Question

The half-life of radium is 1620 years and its atomic weight is 226. The number of atoms that will decay from 1g sample per second will be:
$
  {\text{A}}{\text{. 3}}{\text{.6 }} \times {\text{ 1}}{{\text{0}}^{10}} \\
  {\text{B}}{\text{. 3}}{\text{.6 }} \times {\text{ 1}}{{\text{0}}^{12}} \\
  {\text{C}}{\text{. 3}}{\text{.1 }} \times {\text{ 1}}{{\text{0}}^{15}} \\
  {\text{D}}{\text{. 31}}{\text{.1 }} \times {\text{ 1}}{{\text{0}}^{15}} \\
$

Answer 1

- Hint: Here half life is given so using ${t_{½}} = \dfrac{{0.693}}{\lambda }$ this formula we will get decay constant $\lambda $ and using decay constant and applying this formula $R = \dfrac{dN}{{dt}} = - \lambda N$ we will get required number. For the number of atoms we use the mole concept.

Formula used:
Half life: ${t_{½}} = \dfrac{{0.693}}{\lambda }$
$R = \dfrac{{dN}}{{dt}} = - \lambda N$ , where R is the activity of the sample.

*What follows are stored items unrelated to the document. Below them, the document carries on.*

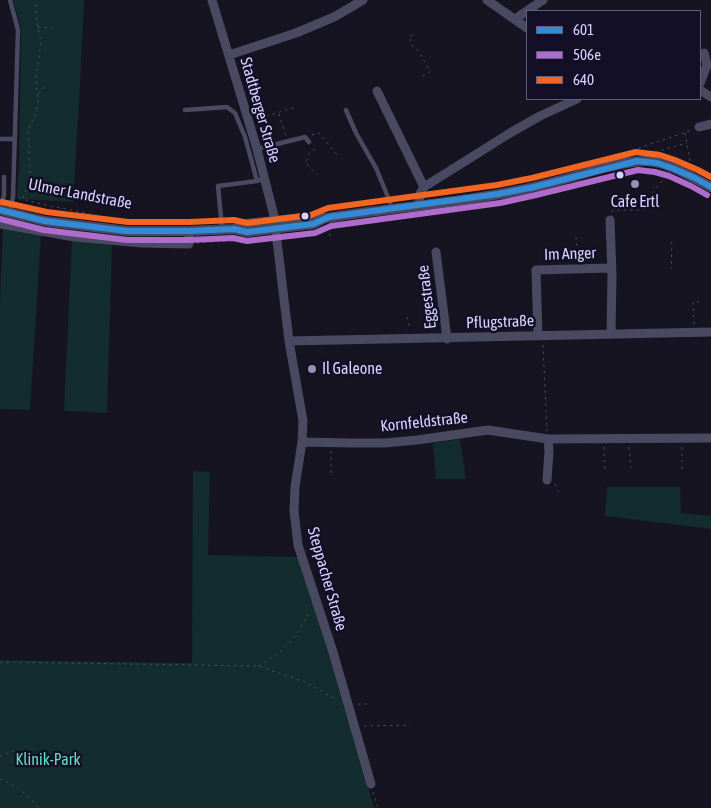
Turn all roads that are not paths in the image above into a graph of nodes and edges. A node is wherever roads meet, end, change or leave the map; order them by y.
1 (10, 0) edge
2 (212, 0) edge
3 (344, 0) edge
4 (363, 0) edge
5 (487, 0) edge
6 (544, 0) edge
7 (348, 9) junction
8 (529, 10) edge
9 (526, 12) edge
10 (515, 19) junction
11 (526, 27) edge
12 (705, 53) edge
13 (229, 55) junction
14 (701, 80) edge
15 (377, 91) dead end
16 (576, 100) edge
17 (185, 110) dead end
18 (346, 110) dead end
19 (711, 124) edge
20 (699, 127) road end
21 (0, 139) edge
22 (14, 139) junction
23 (309, 142) dead end
24 (256, 149) junction
25 (2, 176) edge
26 (13, 180) junction
27 (261, 180) junction
28 (424, 187) junction
29 (711, 188) edge
30 (419, 205) junction
31 (391, 209) junction
32 (3, 211) edge
33 (610, 220) road end
34 (0, 224) edge
35 (275, 225) junction
36 (222, 230) junction
37 (189, 231) junction
38 (436, 252) dead end
39 (612, 268) junction
40 (711, 332) edge
41 (611, 334) junction
42 (540, 336) junction
43 (447, 339) junction
44 (289, 341) junction
45 (711, 438) edge
46 (548, 439) junction
47 (302, 442) junction
48 (547, 480) dead end
49 (371, 784) road end

1 - 22 lane
2 - 13 street, Stadtberger Straße
3 - 7 street
4 - 7 street
5 - 10 street
6 - 8 street
7 - 13 street
9 - 10 street
10 - 11 street
12 - 14 street
13 - 24 street, Stadtberger Straße
15 - 28 street
16 - 28 street
17 - 27 lane
18 - 31 lane
19 - 20 street
21 - 22 lane
22 - 26 lane
23 - 24 lane
24 - 27 street, Stadtberger Straße
25 - 26 lane
25 - 32 lane
26 - 32 lane
27 - 35 street, Stadtberger Straße
27 - 36 lane
28 - 30 street
29 - 30 street, Ulmer Landstraße
30 - 31 street, Ulmer Landstraße
31 - 35 street, Ulmer Landstraße
32 - 37 street, Ulmer Landstraße
33 - 39 street
34 - 37 street
35 - 36 street, Ulmer Landstraße
35 - 44 street, Steppacher Straße
36 - 37 street, Ulmer Landstraße
38 - 43 street, Eggestraße
39 - 41 street
39 - 42 street, Im Anger
40 - 41 street, Pflugstraße
41 - 42 street, Pflugstraße
42 - 43 street, Pflugstraße
43 - 44 street, Pflugstraße
44 - 47 street, Steppacher Straße
45 - 46 street, Kornfeldstraße
46 - 47 street, Kornfeldstraße
46 - 48 street
47 - 49 street, Steppacher Straße

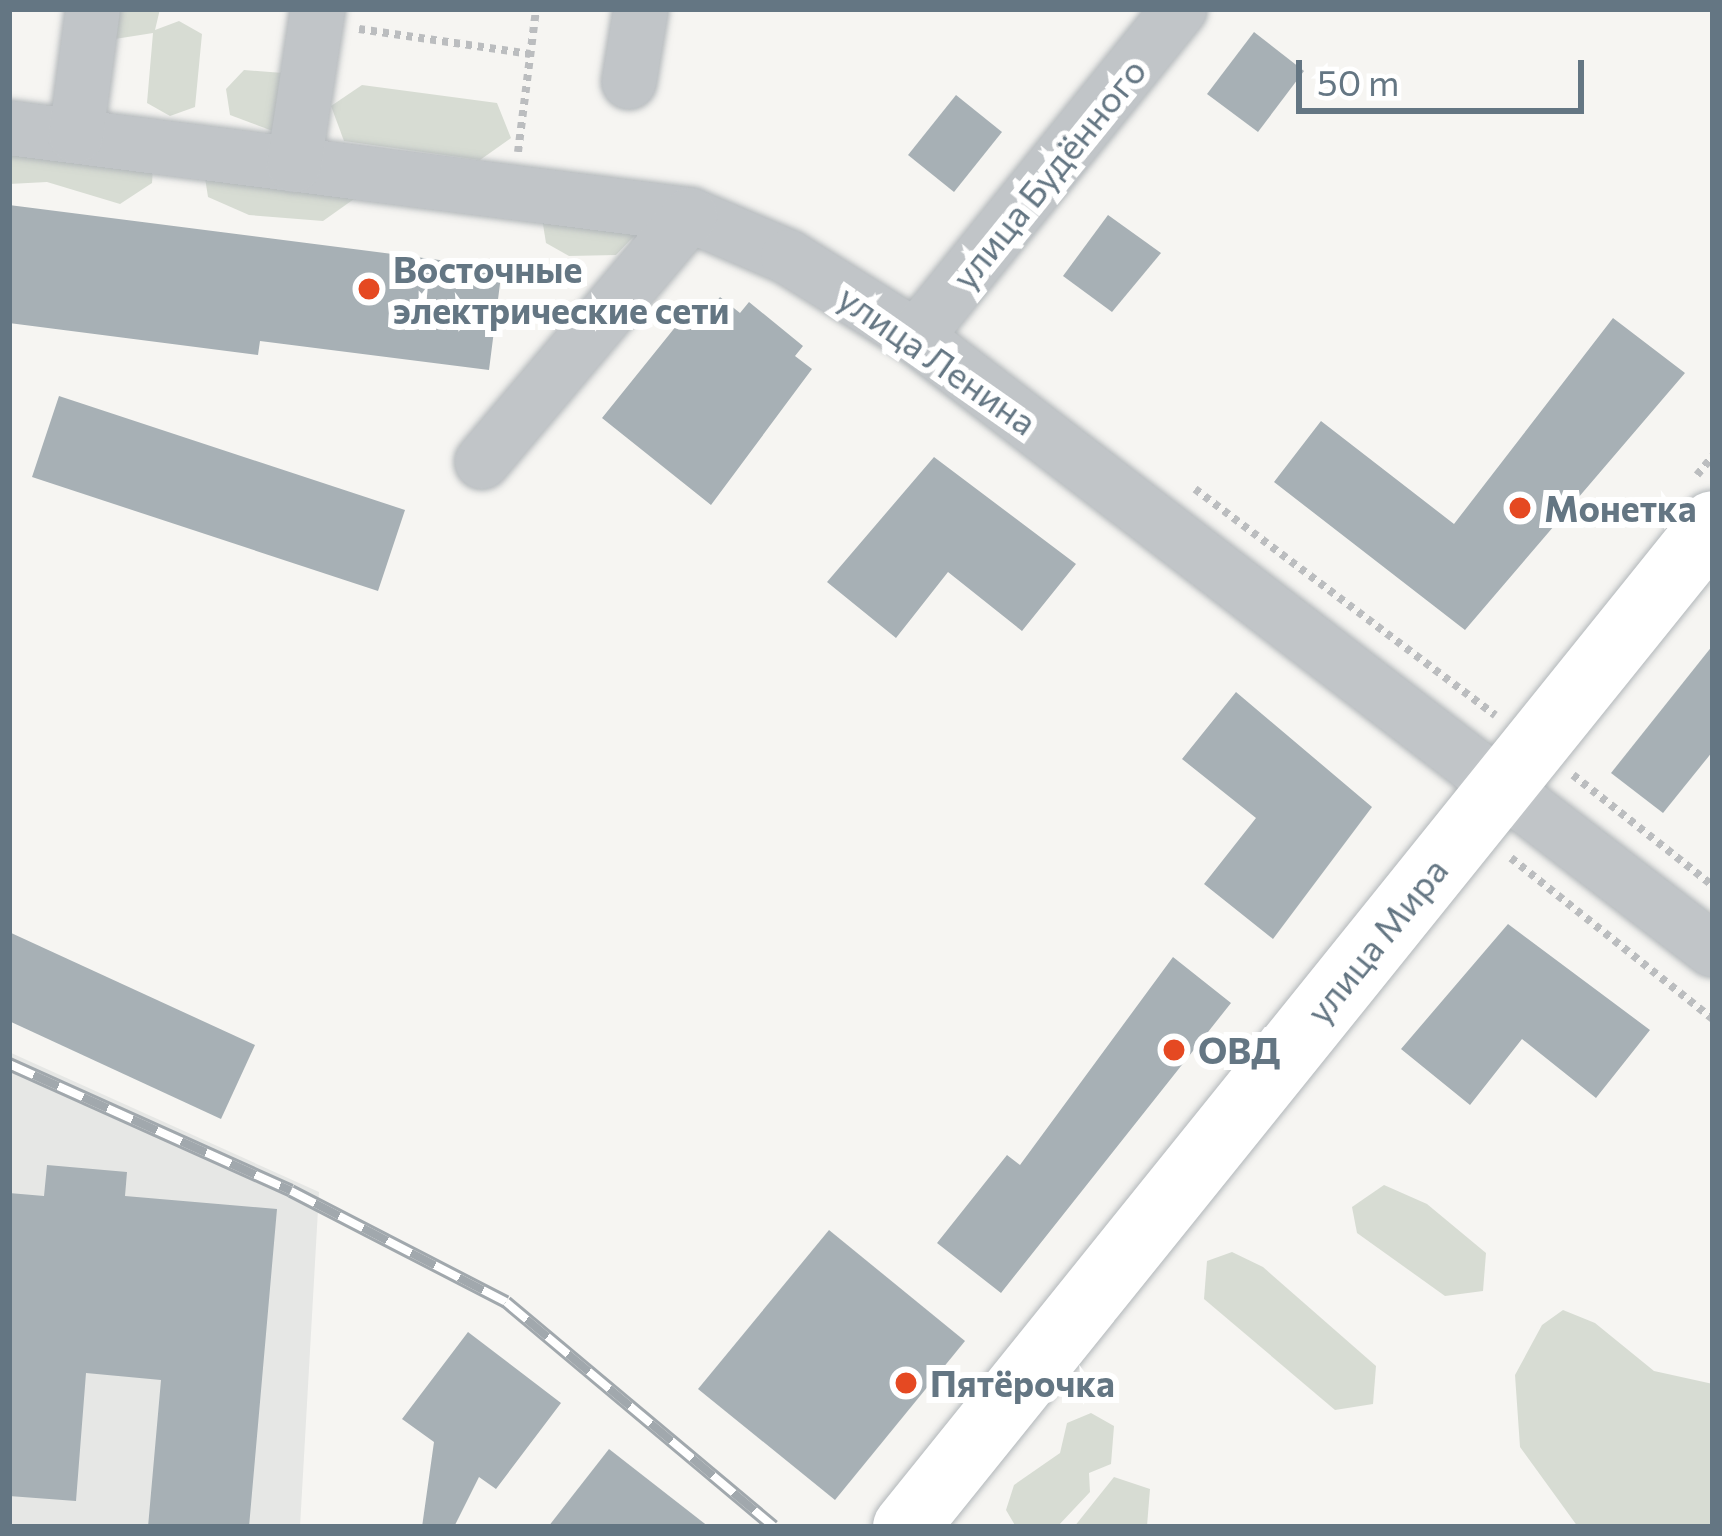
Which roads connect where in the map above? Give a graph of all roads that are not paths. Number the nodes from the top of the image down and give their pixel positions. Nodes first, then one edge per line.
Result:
1 (93, 9) edge
2 (640, 9) edge
3 (1180, 9) edge
4 (317, 16) edge
5 (629, 82) dead end
6 (9, 128) edge
7 (76, 136) junction
8 (294, 165) junction
9 (690, 215) junction
10 (916, 337) junction
11 (482, 462) dead end
12 (1713, 524) edge
13 (1486, 804) junction
14 (1713, 950) edge
15 (906, 1527) edge

1 - 7 street
2 - 5 street
3 - 10 street, улица Будённого
4 - 8 street
6 - 7 street, улица Ленина
7 - 8 street, улица Ленина
8 - 9 street, улица Ленина
9 - 10 street, улица Ленина
9 - 11 street
10 - 13 street, улица Ленина
12 - 13 main road, улица Мира
13 - 14 street, улица Ленина
13 - 15 main road, улица Мира

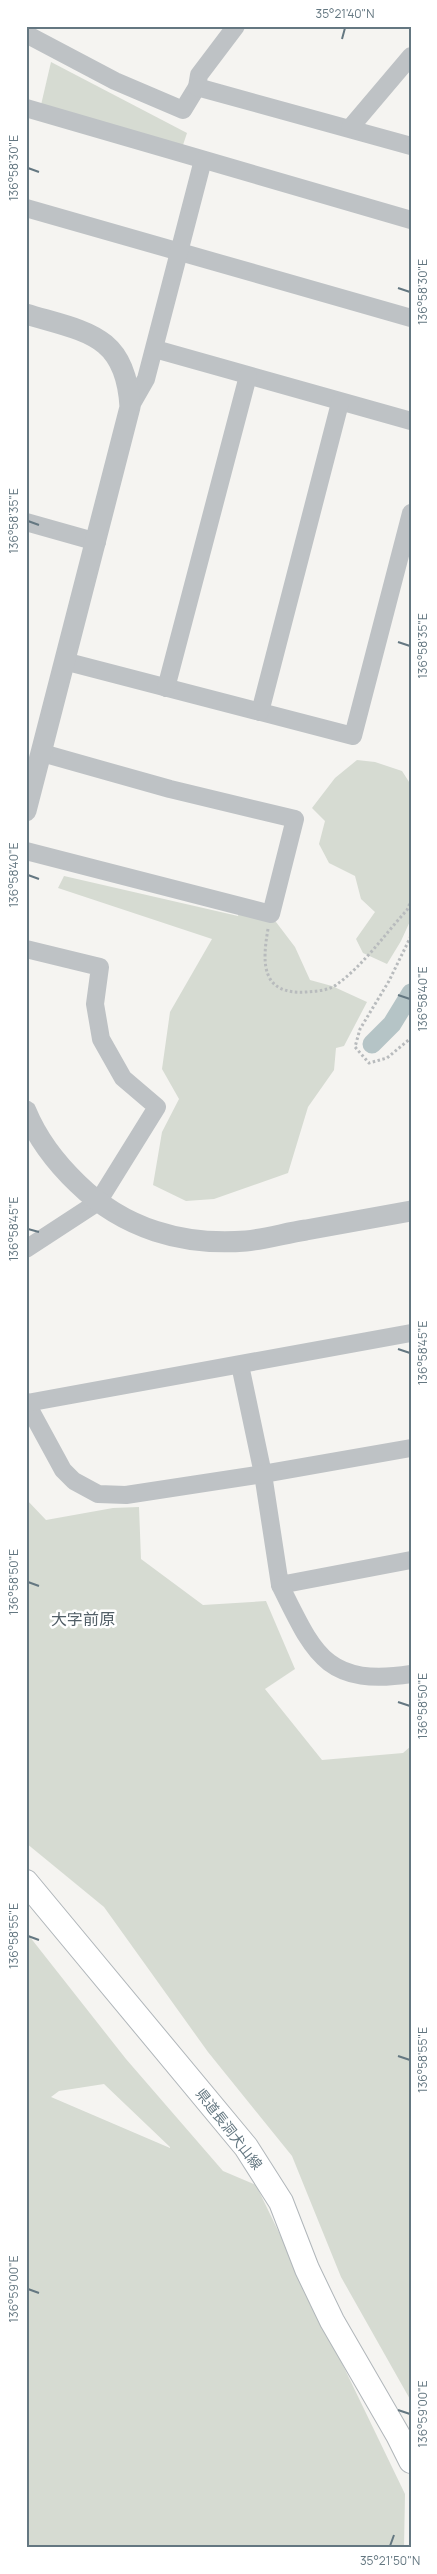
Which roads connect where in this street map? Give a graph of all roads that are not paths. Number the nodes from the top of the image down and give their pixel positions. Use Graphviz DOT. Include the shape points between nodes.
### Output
graph roads {
  1 [pos="236,26"];
  2 [pos="26,34"];
  3 [pos="411,56"];
  4 [pos="197,87"];
  5 [pos="26,108"];
  6 [pos="350,128"];
  7 [pos="411,146"];
  8 [pos="203,160"];
  9 [pos="26,208"];
  10 [pos="411,220"];
  11 [pos="179,252"];
  12 [pos="26,314"];
  13 [pos="411,318"];
  14 [pos="155,349"];
  15 [pos="248,376"];
  16 [pos="340,403"];
  17 [pos="130,408"];
  18 [pos="411,421"];
  19 [pos="411,514"];
  20 [pos="26,522"];
  21 [pos="97,542"];
  22 [pos="64,661"];
  23 [pos="166,688"];
  24 [pos="260,712"];
  25 [pos="42,753"];
  26 [pos="26,811"];
  27 [pos="26,851"];
  28 [pos="26,949"];
  29 [pos="26,1111"];
  30 [pos="98,1202"];
  31 [pos="411,1211"];
  32 [pos="26,1249"];
  33 [pos="411,1333"];
  34 [pos="240,1365"];
  35 [pos="26,1403"];
  36 [pos="411,1448"];
  37 [pos="263,1474"];
  38 [pos="411,1560"];
  39 [pos="280,1585"];
  40 [pos="411,1674"];
  41 [pos="26,1882"];
  42 [pos="411,2461"];
  1 -- 4 [label="street" via="199,76"];
  2 -- 4 [label="street" via="115,81 184,110"];
  3 -- 6 [label="street"];
  4 -- 6 [label="street"];
  5 -- 8 [label="street"];
  6 -- 7 [label="street"];
  8 -- 10 [label="street"];
  8 -- 11 [label="street"];
  9 -- 11 [label="street"];
  11 -- 13 [label="street"];
  11 -- 14 [label="street" via="157,330"];
  12 -- 17 [label="street" via="103,340 115,355 129,385"];
  14 -- 15 [label="street"];
  14 -- 17 [label="street" via="146,379"];
  15 -- 16 [label="street"];
  15 -- 23 [label="street"];
  16 -- 18 [label="street"];
  16 -- 24 [label="street"];
  17 -- 21 [label="street"];
  19 -- 24 [label="street" via="353,736"];
  20 -- 21 [label="street"];
  21 -- 22 [label="street"];
  22 -- 23 [label="street"];
  22 -- 25 [label="street"];
  23 -- 24 [label="street"];
  25 -- 26 [label="street"];
  25 -- 27 [label="street" via="295,820 271,914"];
  28 -- 30 [label="street" via="100,967 95,1004 100,1038 123,1078 158,1107"];
  29 -- 30 [label="street" via="56,1162"];
  30 -- 31 [label="street" via="134,1225 165,1235 208,1241 246,1240"];
  30 -- 32 [label="street"];
  33 -- 34 [label="street"];
  34 -- 35 [label="street"];
  34 -- 37 [label="street"];
  35 -- 37 [label="street" via="63,1470 74,1481 98,1494 126,1495"];
  36 -- 37 [label="street"];
  37 -- 39 [label="street"];
  38 -- 39 [label="street"];
  39 -- 40 [label="street" via="307,1638 332,1665 348,1674 370,1677"];
  41 -- 42 [label="main road, 県道長洞犬山線" via="246,2147 281,2202 332,2321"];
}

Complete step-by-step answer:
In the above question, the given parameters are:
Half life of radium: ${t_{½}}$ = 1620 years
Atomic weight of radium: W = 226 kg/mol
The mass of the sample is: m = 1g
Avogadro’s number: N = 6.023 $ \times $ $10^{23}$ atoms/mol
The radioactive decay law states that the probability per unit time that a nucleus will decay is a constant which is independent of time and this constant is denoted by λ.
In radioactive decay the number of radioactive atoms decaying per unit time is proportional to the total number of radioactive atoms at the present time and therefore radioactive decay follows first order kinetics.
The measure of time for the decay of a sample by its half amount is known as the half-life and it is a characteristic constant for decaying samples.
 The relationship between the half-life, ${t_{½}}$, and the decay constant λ is given by the formula,
${t_{½}} = \dfrac{{0.693}}{\lambda }$
So, the decay constant is,
λ = $\dfrac{0.693}{{t_{½}}}$
= $\dfrac{0.693}{{1620×365×24×3600}}$
=1.356×${10^{-11}}$${s^{-1}}$

Number of atoms of radium in 1 gram is given by,
n= N/W
n=$\dfrac{6.023×10^{23}}{{226}}$
=2.67×${10^{21}}$ atoms

By the formula of radioactive decay law,
The number of atom decayed will be,
R= $\dfrac{{\text{dN}}}{{dt}}$​ = −λN
=1.356×${10^{-11}}$ × 2.67×10$^{21}$
=3.6×10$^{10}$ atoms/s
Therefore, the number of atoms decayed per second is 3.6×10$^{10}$ atoms/s.

Note: In this question it is important to know about the concepts of first order kinetics and decay laws. This question is a simple example of radioactivity. We should know radioactivity is an example of first order kinetics. And this type of questions will be easily solved if we have remembered $R = \dfrac{dN}{{dt}} = - \lambda N$
${t_{½}} = \dfrac{0.693}{{\lambda }}$ these formulae.